The downgrades is in response to Levi's continued decline in top-line sales, coupled with the slower than expected pace of improvement in credit protection measures, Fitch said. Also considered is the competitive operating environment, which shows no signs of easing.

However the company benefits from solid brands with leading market positions as well as the geographic diversity of its revenue base and solid cash flow generation.

Fitch said the modest gains in profit margins, with EBITDA margin increasing to 13.0% in 2001 from 12.8% in 2000, led to slower than expected improvement in the company's credit profile. Leverage as measured by total debt/EBITDA declined to 3.5 times in 2001 from 3.6 times in 2000, still somewhat higher than expected.

Fitch said the two-notch differential between the senior unsecured debt and the secured bank facility reflects the significant progress Levi has made in reducing its bank debt outstanding.

Moody's downgrades SEMCO

Moody's Investors Service downgraded ratings of SEMCO Energy, Inc. ending a rating review begun on February 13. The outlook is stable. Ratings lowered include SEMCO's senior unsecured debt, cut to Baa3, subordinated, cut to Ba1, trust preferred stock, cut to Ba1, convertible growth PRIDES, cut to Baa2, and convertible income PRIDES, cut to Baa3.

The downgrade reflects SEMCO's leverage in the 70% range, including trust preferreds, leases and a portion of the mandatory convertible PRIDES, which Moody's siad is in the high end of its peer group.
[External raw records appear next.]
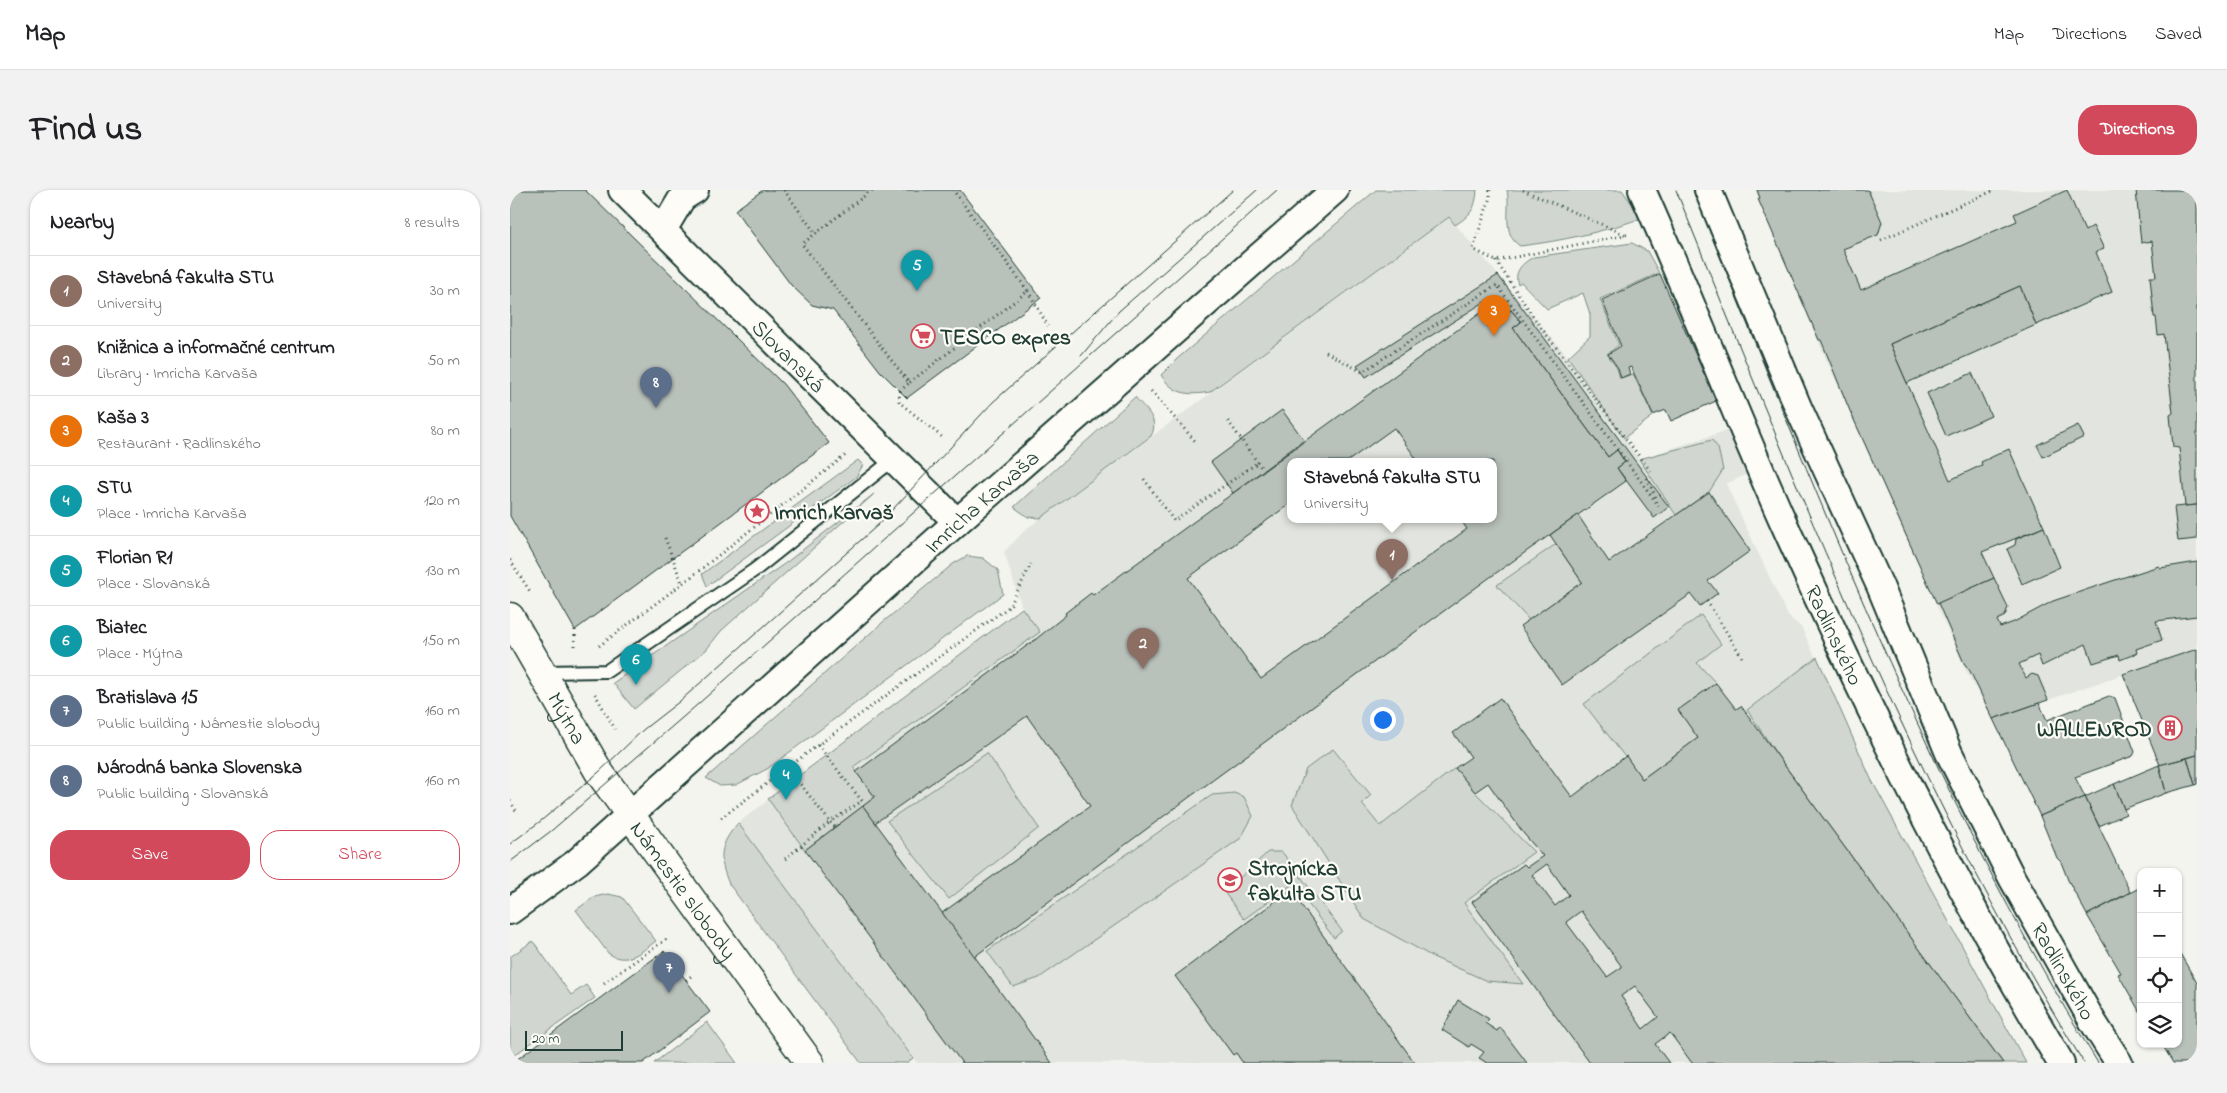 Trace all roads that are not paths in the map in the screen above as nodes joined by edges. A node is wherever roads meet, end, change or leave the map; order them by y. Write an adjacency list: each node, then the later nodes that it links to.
1 (622, 190): 6 (street, Slovanská)
2 (695, 190): 6 (street)
3 (1334, 190): 8 (street, Imricha Karvaša)
4 (1642, 190): 14 (street, Radlinského)
5 (1708, 190): 15 (street, Radlinského)
6 (664, 230): 7 (street, Slovanská)
7 (894, 459): 8 (street, Slovanská); 10 (lane)
8 (957, 522): 11 (street, Imricha Karvaša)
9 (510, 617): 10 (main road, Mýtna)
10 (542, 672): 11 (main road, Mýtna)
11 (630, 815): 12 (street, Námestie slobody); 13 (main road, Námestie slobody)
12 (510, 910)
13 (810, 1063)
14 (2061, 1063)
15 (2119, 1063)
Moody's said it expect SEMCO's leverage to improve to the 60% range next year with the mandatory conversion of the PRIDES into equity but the company is expected to generate little free cash flow that could be used to further reduce debt.
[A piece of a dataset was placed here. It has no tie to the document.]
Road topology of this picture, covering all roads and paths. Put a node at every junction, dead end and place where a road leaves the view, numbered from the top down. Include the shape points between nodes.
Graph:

There is refinancing risk over the next few years, including the potential for having to redeem $105 million of remarketable debt securities next year, Moody's added.

The company would have limited cushion under its various debt covenants if its earnings are reduced by extraordinarily warm weather or other reasons. SEMCO's asset base is small relative to its debt load.

Moody's downgrades Panaco

Moody's Investors Service downgraded Panaco Inc. including lowering its $100 million 10.625% guaranteed senior unsecured notes due 2004 to Ca from B3.

Moody's said the downgrades reflect Panaco's extremely high leverage on proven developed reserves (roughly $13.70/PD boe at 01), substantial interest burden on production (about $5.80/boe in 4Q01), and constrained liquidity; a 12% decline in proven and 23% decline in proven developed reserves between year-end 2000 and 2001, reflecting disappointing drilling results and lower gas prices at 01; declining sequential production rates as a result of the disappointing drilling results in 2001; a short four-year proven developed reserve life; a high 48% proven undeveloped component to its reserve base; and extremely high full cycle leveraged unit costs (about $30/boe in 4Q01, reflecting the negative impact of 2001 drilling results on three-year average full cycle reserve replacement costs, which were about $14.50/boe).

Moody's rates Prime Hospitality notes B1

Moody's Investors Service assigned a B1 rating to the new issue of $200 million 8.375% senior subordinated notes due 2012 by Prime Hospitality Corp. The outlook remains negative.

Moody's said the B1 rating reflects the notes unsecured and subordinated status. They will not be guaranteed by any subsidiary of Prime or business entity in which Prime owns an interest.

Moody's said Prime's ratings was placed on review for possible downgrade on Oct. 3, 2001 in response to the expected credit deterioration resulting from the Sept. 11, 2001 terrorist attack. The ratings were confirmed on March 15, 2002 given Prime's "relatively strong" credit profile for the ratings prior to Sept. 11, 2001 and that despite continued RevPar and margin pressure that the company anticipates operating cash surpluses in 2002, some of which will be applied towards balance sheet improvement.

The negative outlook, assigned on March 15 is in response to continued uncertainty about the company's RevPar performance.

S&P rates XTO notes BB

Standard & Poor's assigned a BB rating to XTO Energy Inc.'s new issue of $300 million senior unsecured notes due 2012.